The time is now the cultured North to rise and declare enough is enough. The North must no longer remain passive under such deliberate and sustained attacks on its unity, integrity and dignity, and should henceforth react to every provocation and unwarranted interference in its affairs.
The detractors coming from outside the North to foment trouble and escalate tension among our people should be warned that their actions will not go unnoticed and in the fullness of time, they will be held accountable for their instigation to violence and killings of innocent people on both sides involved in the herders and farmers conflicts.
All those who have no other useful vocation other than attacking northerners under the slightest of pretexts, must be made to know that our patience has reached its nadir.
The North’s reticence in speaking out or taking action is not born of fear or ignorance of how to respond in kind. It is simply because of our respect for others and deep commitment to national integration.

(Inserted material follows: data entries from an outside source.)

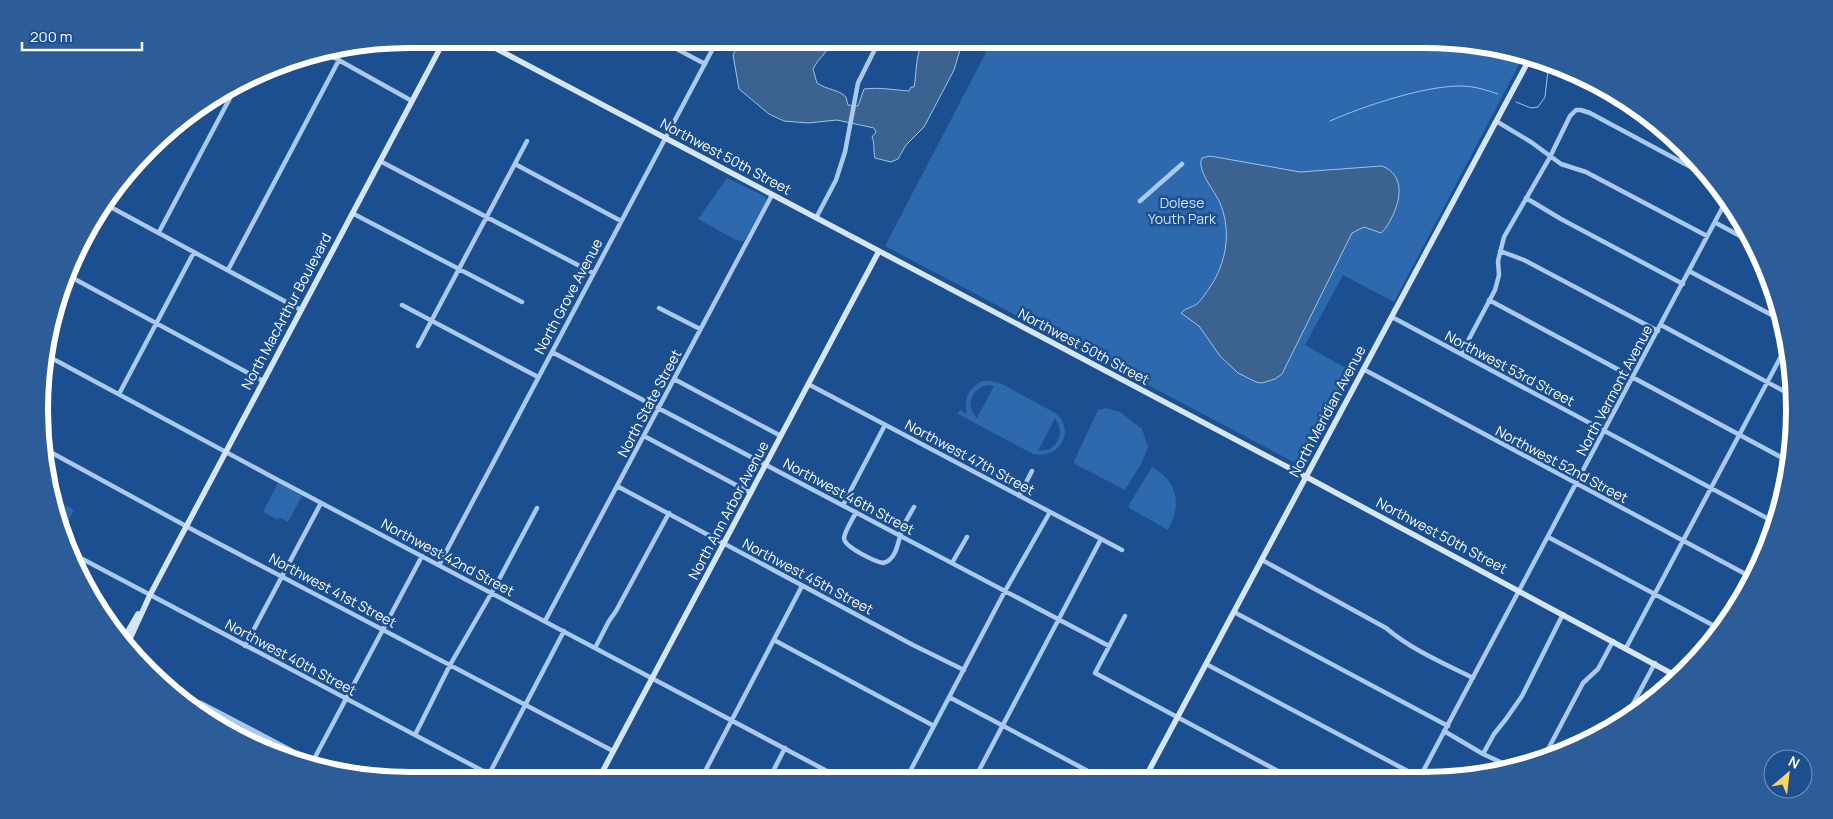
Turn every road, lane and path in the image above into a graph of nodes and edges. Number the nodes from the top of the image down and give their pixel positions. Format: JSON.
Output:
{"nodes":[{"id":1,"x":440,"y":48,"type":"edge"},
{"id":2,"x":495,"y":48,"type":"edge"},
{"id":3,"x":675,"y":48,"type":"edge"},
{"id":4,"x":713,"y":48,"type":"edge"},
{"id":5,"x":876,"y":48,"type":"edge"},
{"id":6,"x":331,"y":56,"type":"edge"},
{"id":7,"x":339,"y":60,"type":"junction"},
{"id":8,"x":1527,"y":63,"type":"edge"},
{"id":9,"x":705,"y":64,"type":"junction"},
{"id":10,"x":234,"y":93,"type":"edge"},
{"id":11,"x":412,"y":101,"type":"junction"},
{"id":12,"x":1496,"y":121,"type":"junction"},
{"id":13,"x":665,"y":138,"type":"junction"},
{"id":14,"x":527,"y":141,"type":"dead end"},
{"id":15,"x":1550,"y":157,"type":"junction"},
{"id":16,"x":380,"y":161,"type":"junction"},
{"id":17,"x":515,"y":164,"type":"junction"},
{"id":18,"x":1182,"y":164,"type":"dead end"},
{"id":19,"x":1693,"y":168,"type":"edge"},
{"id":20,"x":772,"y":194,"type":"junction"},
{"id":21,"x":1526,"y":198,"type":"junction"},
{"id":22,"x":1140,"y":201,"type":"dead end"},
{"id":23,"x":110,"y":207,"type":"edge"},
{"id":24,"x":1723,"y":207,"type":"edge"},
{"id":25,"x":352,"y":213,"type":"junction"},
{"id":26,"x":487,"y":217,"type":"junction"},
{"id":27,"x":816,"y":218,"type":"junction"},
{"id":28,"x":621,"y":221,"type":"junction"},
{"id":29,"x":1716,"y":223,"type":"junction"},
{"id":30,"x":159,"y":232,"type":"junction"},
{"id":31,"x":1707,"y":236,"type":"junction"},
{"id":32,"x":1741,"y":237,"type":"edge"},
{"id":33,"x":879,"y":251,"type":"junction"},
{"id":34,"x":1500,"y":251,"type":"junction"},
{"id":35,"x":194,"y":252,"type":"junction"},
{"id":36,"x":459,"y":269,"type":"junction"},
{"id":37,"x":228,"y":270,"type":"junction"},
{"id":38,"x":1689,"y":271,"type":"junction"},
{"id":39,"x":593,"y":273,"type":"junction"},
{"id":40,"x":73,"y":278,"type":"edge"},
{"id":41,"x":1683,"y":284,"type":"junction"},
{"id":42,"x":1489,"y":300,"type":"junction"},
{"id":43,"x":522,"y":302,"type":"dead end"},
{"id":44,"x":402,"y":305,"type":"dead end"},
{"id":45,"x":659,"y":308,"type":"dead end"},
{"id":46,"x":301,"y":310,"type":"junction"},
{"id":47,"x":1392,"y":316,"type":"junction"},
{"id":48,"x":1773,"y":317,"type":"edge"},
{"id":49,"x":432,"y":321,"type":"junction"},
{"id":50,"x":157,"y":323,"type":"junction"},
{"id":51,"x":1661,"y":325,"type":"junction"},
{"id":52,"x":700,"y":329,"type":"junction"},
{"id":53,"x":1658,"y":331,"type":"junction"},
{"id":54,"x":418,"y":346,"type":"dead end"},
{"id":55,"x":552,"y":352,"type":"junction"},
{"id":56,"x":1461,"y":354,"type":"junction"},
{"id":57,"x":1781,"y":356,"type":"edge"},
{"id":58,"x":52,"y":358,"type":"edge"},
{"id":59,"x":1364,"y":369,"type":"junction"},
{"id":60,"x":538,"y":378,"type":"junction"},
{"id":61,"x":1633,"y":378,"type":"junction"},
{"id":62,"x":674,"y":380,"type":"junction"},
{"id":63,"x":263,"y":381,"type":"junction"},
{"id":64,"x":1767,"y":382,"type":"junction"},
{"id":65,"x":808,"y":384,"type":"junction"},
{"id":66,"x":1785,"y":392,"type":"edge"},
{"id":67,"x":120,"y":394,"type":"junction"},
{"id":68,"x":659,"y":408,"type":"junction"},
{"id":69,"x":885,"y":425,"type":"junction"},
{"id":70,"x":1604,"y":431,"type":"junction"},
{"id":71,"x":1739,"y":435,"type":"junction"},
{"id":72,"x":644,"y":436,"type":"junction"},
{"id":73,"x":781,"y":436,"type":"junction"},
{"id":74,"x":226,"y":452,"type":"junction"},
{"id":75,"x":50,"y":453,"type":"edge"},
{"id":76,"x":1782,"y":458,"type":"edge"},
{"id":77,"x":766,"y":464,"type":"junction"},
{"id":78,"x":1032,"y":471,"type":"dead end"},
{"id":79,"x":1306,"y":477,"type":"junction"},
{"id":80,"x":1575,"y":484,"type":"junction"},
{"id":81,"x":617,"y":486,"type":"junction"},
{"id":82,"x":1712,"y":488,"type":"junction"},
{"id":83,"x":751,"y":493,"type":"junction"},
{"id":84,"x":1019,"y":496,"type":"junction"},
{"id":85,"x":321,"y":503,"type":"junction"},
{"id":86,"x":842,"y":505,"type":"junction"},
{"id":87,"x":914,"y":507,"type":"dead end"},
{"id":88,"x":537,"y":508,"type":"dead end"},
{"id":89,"x":856,"y":512,"type":"junction"},
{"id":90,"x":1050,"y":512,"type":"junction"},
{"id":91,"x":669,"y":513,"type":"junction"},
{"id":92,"x":1768,"y":519,"type":"edge"},
{"id":93,"x":186,"y":526,"type":"junction"},
{"id":94,"x":901,"y":536,"type":"junction"},
{"id":95,"x":967,"y":537,"type":"dead end"},
{"id":96,"x":1548,"y":537,"type":"junction"},
{"id":97,"x":1101,"y":539,"type":"junction"},
{"id":98,"x":1682,"y":541,"type":"junction"},
{"id":99,"x":724,"y":543,"type":"junction"},
{"id":100,"x":1122,"y":550,"type":"dead end"},
{"id":101,"x":422,"y":556,"type":"junction"},
{"id":102,"x":79,"y":557,"type":"edge"},
{"id":103,"x":1262,"y":560,"type":"junction"},
{"id":104,"x":952,"y":563,"type":"junction"},
{"id":105,"x":439,"y":565,"type":"junction"},
{"id":106,"x":1745,"y":575,"type":"edge"},
{"id":107,"x":282,"y":576,"type":"junction"},
{"id":108,"x":802,"y":586,"type":"junction"},
{"id":109,"x":1519,"y":590,"type":"junction"},
{"id":110,"x":1005,"y":591,"type":"junction"},
{"id":111,"x":491,"y":593,"type":"junction"},
{"id":112,"x":1654,"y":593,"type":"junction"},
{"id":113,"x":150,"y":595,"type":"junction"},
{"id":114,"x":1234,"y":612,"type":"junction"},
{"id":115,"x":1563,"y":614,"type":"junction"},
{"id":116,"x":1125,"y":616,"type":"dead end"},
{"id":117,"x":1059,"y":620,"type":"junction"},
{"id":118,"x":545,"y":621,"type":"junction"},
{"id":119,"x":1714,"y":626,"type":"edge"},
{"id":120,"x":383,"y":630,"type":"junction"},
{"id":121,"x":564,"y":631,"type":"junction"},
{"id":122,"x":126,"y":635,"type":"edge"},
{"id":123,"x":130,"y":639,"type":"edge"},
{"id":124,"x":774,"y":640,"type":"junction"},
{"id":125,"x":1613,"y":641,"type":"junction"},
{"id":126,"x":245,"y":646,"type":"junction"},
{"id":127,"x":1109,"y":646,"type":"junction"},
{"id":128,"x":595,"y":648,"type":"junction"},
{"id":129,"x":1626,"y":648,"type":"junction"},
{"id":130,"x":1655,"y":663,"type":"junction"},
{"id":131,"x":1206,"y":664,"type":"junction"},
{"id":132,"x":450,"y":665,"type":"junction"},
{"id":133,"x":964,"y":670,"type":"junction"},
{"id":134,"x":1672,"y":672,"type":"edge"},
{"id":135,"x":652,"y":678,"type":"junction"},
{"id":136,"x":1473,"y":678,"type":"junction"},
{"id":137,"x":949,"y":697,"type":"junction"},
{"id":138,"x":346,"y":699,"type":"junction"},
{"id":139,"x":195,"y":701,"type":"edge"},
{"id":140,"x":526,"y":705,"type":"junction"},
{"id":141,"x":1632,"y":705,"type":"edge"},
{"id":142,"x":1178,"y":717,"type":"junction"},
{"id":143,"x":732,"y":720,"type":"junction"},
{"id":144,"x":934,"y":726,"type":"junction"},
{"id":145,"x":1002,"y":726,"type":"junction"},
{"id":146,"x":1448,"y":726,"type":"junction"},
{"id":147,"x":1444,"y":731,"type":"junction"},
{"id":148,"x":415,"y":735,"type":"junction"},
{"id":149,"x":785,"y":748,"type":"junction"},
{"id":150,"x":1548,"y":749,"type":"edge"},
{"id":151,"x":613,"y":751,"type":"junction"},
{"id":152,"x":295,"y":753,"type":"edge"},
{"id":153,"x":1483,"y":754,"type":"junction"},
{"id":154,"x":315,"y":759,"type":"edge"},
{"id":155,"x":1503,"y":763,"type":"edge"},
{"id":156,"x":1150,"y":770,"type":"joint"},
{"id":157,"x":485,"y":772,"type":"edge"},
{"id":158,"x":490,"y":772,"type":"edge"},
{"id":159,"x":602,"y":772,"type":"edge"},
{"id":160,"x":704,"y":772,"type":"edge"},
{"id":161,"x":773,"y":772,"type":"edge"},
{"id":162,"x":828,"y":772,"type":"edge"},
{"id":163,"x":910,"y":772,"type":"edge"},
{"id":164,"x":979,"y":772,"type":"edge"},
{"id":165,"x":1090,"y":772,"type":"edge"},
{"id":166,"x":1154,"y":772,"type":"edge"},
{"id":167,"x":1280,"y":772,"type":"edge"},
{"id":168,"x":1410,"y":772,"type":"edge"},
{"id":169,"x":1422,"y":772,"type":"edge"}],
"edges":[{"from":1,"to":11,"type":"main road","name":"North MacArthur Boulevard"},
{"from":2,"to":13,"type":"main road","name":"Northwest 50th Street"},
{"from":3,"to":9,"type":"street"},
{"from":4,"to":9,"type":"street","name":"North Grove Avenue"},
{"from":5,"to":27,"type":"street"},
{"from":6,"to":7,"type":"street"},
{"from":7,"to":11,"type":"street"},
{"from":7,"to":37,"type":"street"},
{"from":8,"to":12,"type":"main road","name":"North Meridian Avenue"},
{"from":9,"to":13,"type":"street","name":"North Grove Avenue"},
{"from":10,"to":30,"type":"street"},
{"from":11,"to":16,"type":"main road","name":"North MacArthur Boulevard"},
{"from":12,"to":15,"type":"street"},
{"from":12,"to":47,"type":"main road","name":"North Meridian Avenue"},
{"from":13,"to":20,"type":"main road","name":"Northwest 50th Street"},
{"from":13,"to":28,"type":"street","name":"North Grove Avenue"},
{"from":14,"to":17,"type":"street"},
{"from":15,"to":19,"type":"street"},
{"from":15,"to":21,"type":"street"},
{"from":15,"to":31,"type":"street"},
{"from":16,"to":25,"type":"main road","name":"North MacArthur Boulevard"},
{"from":16,"to":26,"type":"street"},
{"from":17,"to":26,"type":"street"},
{"from":17,"to":28,"type":"street"},
{"from":18,"to":22,"type":"street"},
{"from":20,"to":27,"type":"main road","name":"Northwest 50th Street"},
{"from":20,"to":52,"type":"street","name":"North State Street"},
{"from":21,"to":34,"type":"street"},
{"from":21,"to":41,"type":"street"},
{"from":23,"to":30,"type":"street"},
{"from":24,"to":29,"type":"street","name":"North Vermont Avenue"},
{"from":25,"to":36,"type":"street"},
{"from":25,"to":46,"type":"main road","name":"North MacArthur Boulevard"},
{"from":26,"to":36,"type":"street"},
{"from":26,"to":39,"type":"street"},
{"from":27,"to":33,"type":"main road","name":"Northwest 50th Street"},
{"from":28,"to":39,"type":"street","name":"North Grove Avenue"},
{"from":29,"to":31,"type":"street","name":"North Vermont Avenue"},
{"from":29,"to":32,"type":"street"},
{"from":30,"to":35,"type":"street"},
{"from":31,"to":38,"type":"street","name":"North Vermont Avenue"},
{"from":33,"to":65,"type":"main road","name":"North Ann Arbor Avenue"},
{"from":33,"to":79,"type":"main road","name":"Northwest 50th Street"},
{"from":34,"to":42,"type":"street"},
{"from":34,"to":53,"type":"street"},
{"from":35,"to":37,"type":"street"},
{"from":35,"to":50,"type":"street"},
{"from":36,"to":43,"type":"street"},
{"from":36,"to":49,"type":"street"},
{"from":37,"to":46,"type":"street"},
{"from":38,"to":41,"type":"street","name":"North Vermont Avenue"},
{"from":38,"to":48,"type":"street"},
{"from":39,"to":55,"type":"street","name":"North Grove Avenue"},
{"from":40,"to":50,"type":"street"},
{"from":41,"to":51,"type":"street","name":"North Vermont Avenue"},
{"from":42,"to":56,"type":"street"},
{"from":42,"to":61,"type":"street"},
{"from":44,"to":49,"type":"street"},
{"from":45,"to":52,"type":"street"},
{"from":46,"to":63,"type":"main road","name":"North MacArthur Boulevard"},
{"from":47,"to":56,"type":"street","name":"Northwest 53rd Street"},
{"from":47,"to":59,"type":"main road","name":"North Meridian Avenue"},
{"from":49,"to":54,"type":"street"},
{"from":49,"to":60,"type":"street"},
{"from":50,"to":63,"type":"street"},
{"from":50,"to":67,"type":"street"},
{"from":51,"to":53,"type":"street","name":"North Vermont Avenue"},
{"from":51,"to":64,"type":"street"},
{"from":52,"to":62,"type":"street","name":"North State Street"},
{"from":53,"to":61,"type":"street","name":"North Vermont Avenue"},
{"from":55,"to":60,"type":"street","name":"North Grove Avenue"},
{"from":55,"to":68,"type":"street","name":"Northwest 46th Street"},
{"from":56,"to":70,"type":"street","name":"Northwest 53rd Street"},
{"from":57,"to":64,"type":"street"},
{"from":58,"to":67,"type":"street","name":"Northwest 42nd Street"},
{"from":59,"to":79,"type":"main road","name":"North Meridian Avenue"},
{"from":59,"to":80,"type":"street","name":"Northwest 52nd Street"},
{"from":60,"to":105,"type":"street","name":"North Grove Avenue"},
{"from":61,"to":70,"type":"street","name":"North Vermont Avenue"},
{"from":61,"to":71,"type":"street"},
{"from":62,"to":68,"type":"street","name":"North State Street"},
{"from":62,"to":73,"type":"street"},
{"from":63,"to":74,"type":"main road","name":"North MacArthur Boulevard"},
{"from":64,"to":66,"type":"street"},
{"from":64,"to":71,"type":"street"},
{"from":65,"to":69,"type":"street","name":"Northwest 47th Street"},
{"from":65,"to":73,"type":"main road","name":"North Ann Arbor Avenue"},
{"from":67,"to":74,"type":"street","name":"Northwest 42nd Street"},
{"from":68,"to":72,"type":"street","name":"North State Street"},
{"from":68,"to":77,"type":"street","name":"Northwest 46th Street"},
{"from":69,"to":84,"type":"street","name":"Northwest 47th Street"},
{"from":69,"to":86,"type":"street"},
{"from":70,"to":80,"type":"street","name":"North Vermont Avenue"},
{"from":70,"to":82,"type":"street","name":"Northwest 53rd Street"},
{"from":71,"to":76,"type":"street"},
{"from":71,"to":82,"type":"street"},
{"from":72,"to":81,"type":"street","name":"North State Street"},
{"from":72,"to":83,"type":"street"},
{"from":73,"to":77,"type":"main road","name":"North Ann Arbor Avenue"},
{"from":74,"to":85,"type":"street","name":"Northwest 42nd Street"},
{"from":74,"to":93,"type":"main road","name":"North MacArthur Boulevard"},
{"from":75,"to":93,"type":"street","name":"Northwest 41st Street"},
{"from":77,"to":83,"type":"main road","name":"North Ann Arbor Avenue"},
{"from":77,"to":86,"type":"street","name":"Northwest 46th Street"},
{"from":78,"to":84,"type":"street"},
{"from":79,"to":103,"type":"main road","name":"North Meridian Avenue"},
{"from":79,"to":109,"type":"main road","name":"Northwest 50th Street"},
{"from":80,"to":96,"type":"street","name":"North Vermont Avenue"},
{"from":80,"to":98,"type":"street","name":"Northwest 52nd Street"},
{"from":81,"to":91,"type":"street","name":"Northwest 45th Street"},
{"from":81,"to":118,"type":"street","name":"North State Street"},
{"from":82,"to":92,"type":"street","name":"Northwest 53rd Street"},
{"from":82,"to":98,"type":"street"},
{"from":83,"to":99,"type":"main road","name":"North Ann Arbor Avenue"},
{"from":84,"to":90,"type":"street","name":"Northwest 47th Street"},
{"from":85,"to":101,"type":"street","name":"Northwest 42nd Street"},
{"from":85,"to":107,"type":"street"},
{"from":86,"to":89,"type":"street","name":"Northwest 46th Street"},
{"from":87,"to":94,"type":"street"},
{"from":88,"to":111,"type":"street"},
{"from":89,"to":94,"type":"street","name":"Northwest 46th Street"},
{"from":89,"to":94,"type":"street"},
{"from":90,"to":97,"type":"street","name":"Northwest 47th Street"},
{"from":90,"to":110,"type":"street"},
{"from":91,"to":99,"type":"street","name":"Northwest 45th Street"},
{"from":91,"to":128,"type":"street"},
{"from":93,"to":107,"type":"street","name":"Northwest 41st Street"},
{"from":93,"to":113,"type":"main road","name":"North MacArthur Boulevard"},
{"from":94,"to":104,"type":"street","name":"Northwest 46th Street"},
{"from":95,"to":104,"type":"street"},
{"from":96,"to":109,"type":"street","name":"North Vermont Avenue"},
{"from":96,"to":112,"type":"street"},
{"from":97,"to":100,"type":"street","name":"Northwest 47th Street"},
{"from":97,"to":117,"type":"street"},
{"from":98,"to":106,"type":"street","name":"Northwest 52nd Street"},
{"from":98,"to":112,"type":"street"},
{"from":99,"to":108,"type":"street","name":"Northwest 45th Street"},
{"from":99,"to":135,"type":"main road","name":"North Ann Arbor Avenue"},
{"from":101,"to":105,"type":"street","name":"Northwest 42nd Street"},
{"from":101,"to":120,"type":"street"},
{"from":102,"to":113,"type":"street","name":"Northwest 40th Street"},
{"from":103,"to":114,"type":"main road","name":"North Meridian Avenue"},
{"from":103,"to":136,"type":"street"},
{"from":104,"to":110,"type":"street","name":"Northwest 46th Street"},
{"from":105,"to":111,"type":"street","name":"Northwest 42nd Street"},
{"from":107,"to":120,"type":"street","name":"Northwest 41st Street"},
{"from":107,"to":126,"type":"street"},
{"from":108,"to":124,"type":"street"},
{"from":108,"to":133,"type":"street","name":"Northwest 45th Street"},
{"from":109,"to":115,"type":"main road","name":"Northwest 50th Street"},
{"from":109,"to":136,"type":"street","name":"North Vermont Avenue"},
{"from":110,"to":117,"type":"street","name":"Northwest 46th Street"},
{"from":110,"to":133,"type":"street"},
{"from":111,"to":118,"type":"street","name":"Northwest 42nd Street"},
{"from":111,"to":132,"type":"street"},
{"from":112,"to":119,"type":"street"},
{"from":112,"to":129,"type":"street"},
{"from":113,"to":122,"type":"main road","name":"North MacArthur Boulevard"},
{"from":113,"to":123,"type":"main road","name":"North MacArthur Boulevard"},
{"from":113,"to":126,"type":"street","name":"Northwest 40th Street"},
{"from":114,"to":131,"type":"main road","name":"North Meridian Avenue"},
{"from":114,"to":146,"type":"street"},
{"from":115,"to":125,"type":"main road","name":"Northwest 50th Street"},
{"from":115,"to":153,"type":"street"},
{"from":116,"to":127,"type":"street"},
{"from":117,"to":127,"type":"street","name":"Northwest 46th Street"},
{"from":117,"to":145,"type":"street"},
{"from":118,"to":121,"type":"street","name":"Northwest 42nd Street"},
{"from":120,"to":132,"type":"street","name":"Northwest 41st Street"},
{"from":120,"to":138,"type":"street"},
{"from":121,"to":128,"type":"street","name":"Northwest 42nd Street"},
{"from":121,"to":140,"type":"street"},
{"from":124,"to":143,"type":"street"},
{"from":124,"to":144,"type":"street"},
{"from":125,"to":129,"type":"main road","name":"Northwest 50th Street"},
{"from":125,"to":150,"type":"street"},
{"from":126,"to":138,"type":"street","name":"Northwest 40th Street"},
{"from":127,"to":142,"type":"street"},
{"from":128,"to":135,"type":"street","name":"Northwest 42nd Street"},
{"from":129,"to":130,"type":"main road","name":"Northwest 50th Street"},
{"from":130,"to":134,"type":"main road","name":"Northwest 50th Street"},
{"from":130,"to":141,"type":"street"},
{"from":131,"to":142,"type":"main road","name":"North Meridian Avenue"},
{"from":131,"to":168,"type":"street"},
{"from":132,"to":140,"type":"street","name":"Northwest 41st Street"},
{"from":132,"to":148,"type":"street"},
{"from":133,"to":137,"type":"street"},
{"from":135,"to":143,"type":"street","name":"Northwest 42nd Street"},
{"from":135,"to":151,"type":"main road","name":"North Ann Arbor Avenue"},
{"from":136,"to":146,"type":"street","name":"North Vermont Avenue"},
{"from":137,"to":144,"type":"street"},
{"from":137,"to":145,"type":"street"},
{"from":138,"to":148,"type":"street","name":"Northwest 40th Street"},
{"from":138,"to":154,"type":"street"},
{"from":139,"to":152,"type":"street"},
{"from":140,"to":151,"type":"street","name":"Northwest 41st Street"},
{"from":140,"to":158,"type":"street"},
{"from":142,"to":156,"type":"main road","name":"North Meridian Avenue"},
{"from":142,"to":167,"type":"street"},
{"from":143,"to":149,"type":"street","name":"Northwest 42nd Street"},
{"from":143,"to":160,"type":"street"},
{"from":144,"to":163,"type":"street"},
{"from":145,"to":164,"type":"street"},
{"from":145,"to":165,"type":"street"},
{"from":146,"to":147,"type":"street","name":"North Vermont Avenue"},
{"from":147,"to":153,"type":"street"},
{"from":147,"to":169,"type":"street","name":"North Vermont Avenue"},
{"from":148,"to":157,"type":"street","name":"Northwest 40th Street"},
{"from":149,"to":161,"type":"street"},
{"from":149,"to":162,"type":"street","name":"Northwest 42nd Street"},
{"from":151,"to":159,"type":"main road","name":"North Ann Arbor Avenue"},
{"from":153,"to":155,"type":"street"},
{"from":156,"to":166,"type":"street"}]}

If these noble dispositions of ours are not appreciated and are seen as weaknesses, then those who tempt us should know that the North is no longer going to turn the other cheek.
Therefore if the mutual respect and peace which have evaded us throughout this country’s independent existence cannot be achieved at this point, we would all be left with no choice than to support the suggestion for the conduct of referendum so that each component can peacefully decide its fate.
Rather than remaining bound in an inconvenient partnership punctuated by mutual distrust at every point; and if all of us would be happier living in smaller independent units, then government and all concerned Nigerians and our international friends should consider this peaceful process that may involve allowing every tribal group from the South or North to exercise their right to self-determination whether or not they meet the United Nations criteria for such.